Items from a dataset
====

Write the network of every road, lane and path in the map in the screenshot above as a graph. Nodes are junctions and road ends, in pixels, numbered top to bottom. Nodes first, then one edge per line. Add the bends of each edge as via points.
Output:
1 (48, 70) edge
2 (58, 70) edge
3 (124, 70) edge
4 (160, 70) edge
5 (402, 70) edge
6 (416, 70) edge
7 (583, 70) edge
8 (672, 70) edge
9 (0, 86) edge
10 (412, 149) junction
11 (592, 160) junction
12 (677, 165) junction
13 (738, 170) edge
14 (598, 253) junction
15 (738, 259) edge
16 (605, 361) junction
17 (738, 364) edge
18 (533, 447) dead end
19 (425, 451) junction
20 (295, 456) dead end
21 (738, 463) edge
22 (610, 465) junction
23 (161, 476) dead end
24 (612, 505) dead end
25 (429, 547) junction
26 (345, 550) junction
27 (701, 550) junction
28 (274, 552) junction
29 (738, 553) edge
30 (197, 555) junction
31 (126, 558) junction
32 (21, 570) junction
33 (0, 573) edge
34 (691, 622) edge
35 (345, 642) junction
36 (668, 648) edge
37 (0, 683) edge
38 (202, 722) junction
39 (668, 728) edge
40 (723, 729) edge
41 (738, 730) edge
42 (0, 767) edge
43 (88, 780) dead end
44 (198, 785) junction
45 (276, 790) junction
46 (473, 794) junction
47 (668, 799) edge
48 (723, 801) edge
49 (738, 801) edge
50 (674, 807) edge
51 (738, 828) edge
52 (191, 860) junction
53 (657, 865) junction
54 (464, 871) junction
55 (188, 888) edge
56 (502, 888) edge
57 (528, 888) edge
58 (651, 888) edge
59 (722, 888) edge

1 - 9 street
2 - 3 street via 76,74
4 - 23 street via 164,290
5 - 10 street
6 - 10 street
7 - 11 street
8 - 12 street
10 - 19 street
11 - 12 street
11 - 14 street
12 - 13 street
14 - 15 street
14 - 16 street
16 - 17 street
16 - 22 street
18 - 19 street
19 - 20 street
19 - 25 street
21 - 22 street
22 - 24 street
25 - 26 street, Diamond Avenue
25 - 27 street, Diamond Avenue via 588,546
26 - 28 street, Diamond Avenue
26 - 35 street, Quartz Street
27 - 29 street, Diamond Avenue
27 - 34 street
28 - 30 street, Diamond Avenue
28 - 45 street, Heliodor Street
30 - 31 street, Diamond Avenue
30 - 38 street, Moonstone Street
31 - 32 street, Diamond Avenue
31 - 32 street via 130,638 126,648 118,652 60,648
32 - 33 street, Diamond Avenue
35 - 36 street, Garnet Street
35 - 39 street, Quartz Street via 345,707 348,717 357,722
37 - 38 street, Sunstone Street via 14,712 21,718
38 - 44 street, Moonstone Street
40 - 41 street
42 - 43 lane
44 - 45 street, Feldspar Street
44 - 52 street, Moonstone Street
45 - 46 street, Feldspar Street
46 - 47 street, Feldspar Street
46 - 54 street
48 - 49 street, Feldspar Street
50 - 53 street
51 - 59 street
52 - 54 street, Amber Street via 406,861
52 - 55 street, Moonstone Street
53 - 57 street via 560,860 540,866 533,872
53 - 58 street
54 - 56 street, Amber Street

====

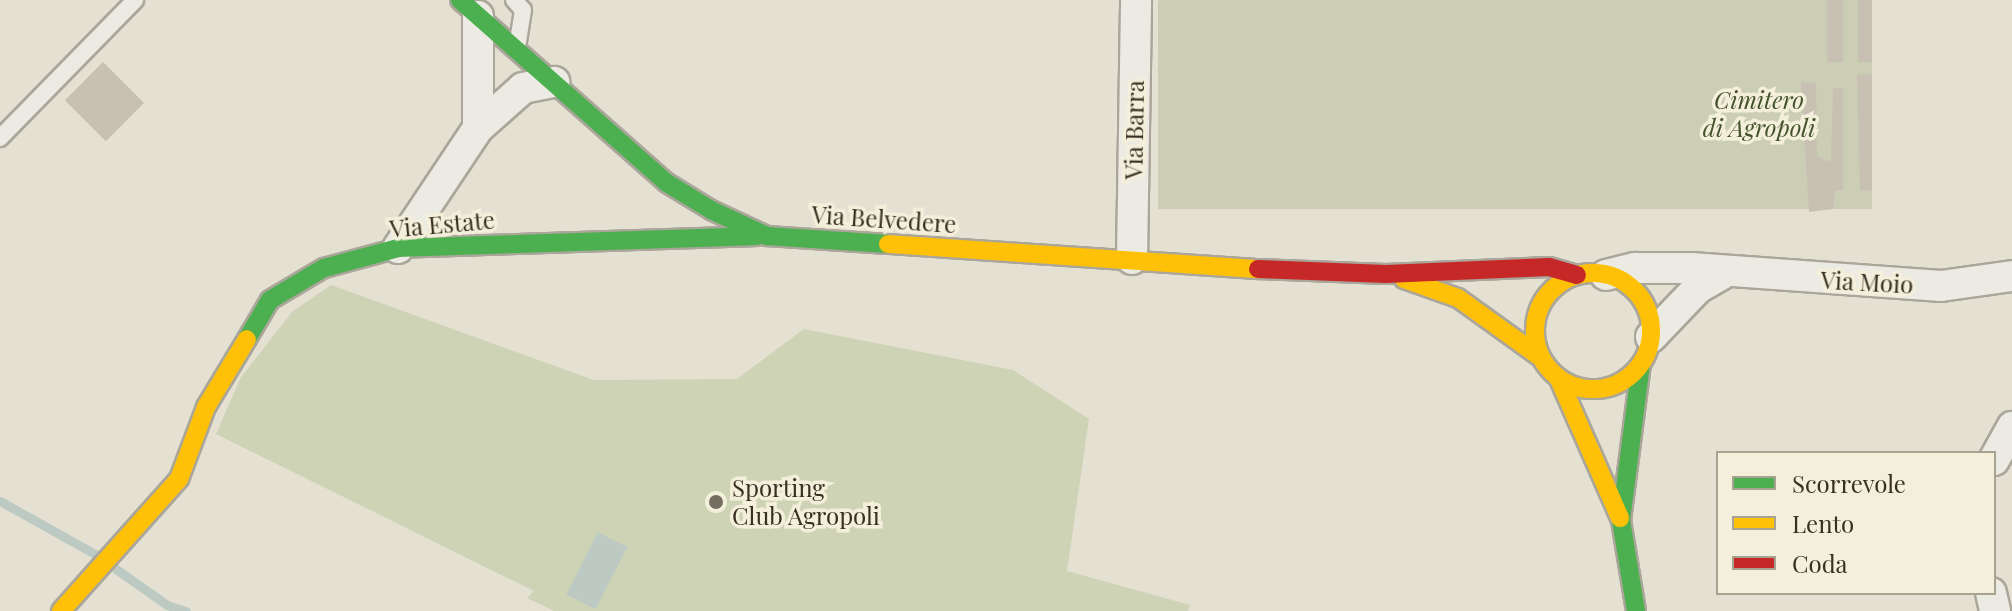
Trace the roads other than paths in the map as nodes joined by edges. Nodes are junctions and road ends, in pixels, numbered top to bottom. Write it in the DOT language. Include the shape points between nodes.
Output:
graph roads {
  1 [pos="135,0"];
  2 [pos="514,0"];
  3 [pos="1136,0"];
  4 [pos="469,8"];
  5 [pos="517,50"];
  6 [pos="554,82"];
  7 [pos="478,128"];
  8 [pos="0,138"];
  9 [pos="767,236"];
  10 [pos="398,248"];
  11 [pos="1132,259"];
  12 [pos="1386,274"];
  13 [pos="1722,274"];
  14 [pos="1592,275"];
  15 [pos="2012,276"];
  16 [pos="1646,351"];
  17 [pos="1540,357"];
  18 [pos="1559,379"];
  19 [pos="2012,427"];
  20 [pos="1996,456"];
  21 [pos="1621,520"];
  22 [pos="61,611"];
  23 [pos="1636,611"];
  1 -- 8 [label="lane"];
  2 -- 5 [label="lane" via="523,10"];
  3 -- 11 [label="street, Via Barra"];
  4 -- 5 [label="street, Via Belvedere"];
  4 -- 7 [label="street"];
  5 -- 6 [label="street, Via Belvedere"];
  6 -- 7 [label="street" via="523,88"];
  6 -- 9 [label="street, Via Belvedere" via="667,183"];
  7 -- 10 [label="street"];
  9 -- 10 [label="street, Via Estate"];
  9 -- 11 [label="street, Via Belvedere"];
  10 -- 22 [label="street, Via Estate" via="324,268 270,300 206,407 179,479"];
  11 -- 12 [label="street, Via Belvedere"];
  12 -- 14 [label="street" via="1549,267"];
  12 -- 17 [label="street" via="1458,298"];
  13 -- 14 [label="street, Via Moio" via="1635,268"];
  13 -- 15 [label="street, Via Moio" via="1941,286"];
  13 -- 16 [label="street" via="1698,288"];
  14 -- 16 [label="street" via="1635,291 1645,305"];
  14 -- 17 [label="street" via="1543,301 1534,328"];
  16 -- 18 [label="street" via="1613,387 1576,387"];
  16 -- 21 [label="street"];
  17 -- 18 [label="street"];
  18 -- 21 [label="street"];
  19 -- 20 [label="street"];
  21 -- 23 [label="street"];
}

====

PROBLEM STATEMENT
Go through the data above and copy each line in which "Estate" appears.

RESPONSE TO THE TASK
  9 -- 10 [label="street, Via Estate"];
  10 -- 22 [label="street, Via Estate" via="324,268 270,300 206,407 179,479"];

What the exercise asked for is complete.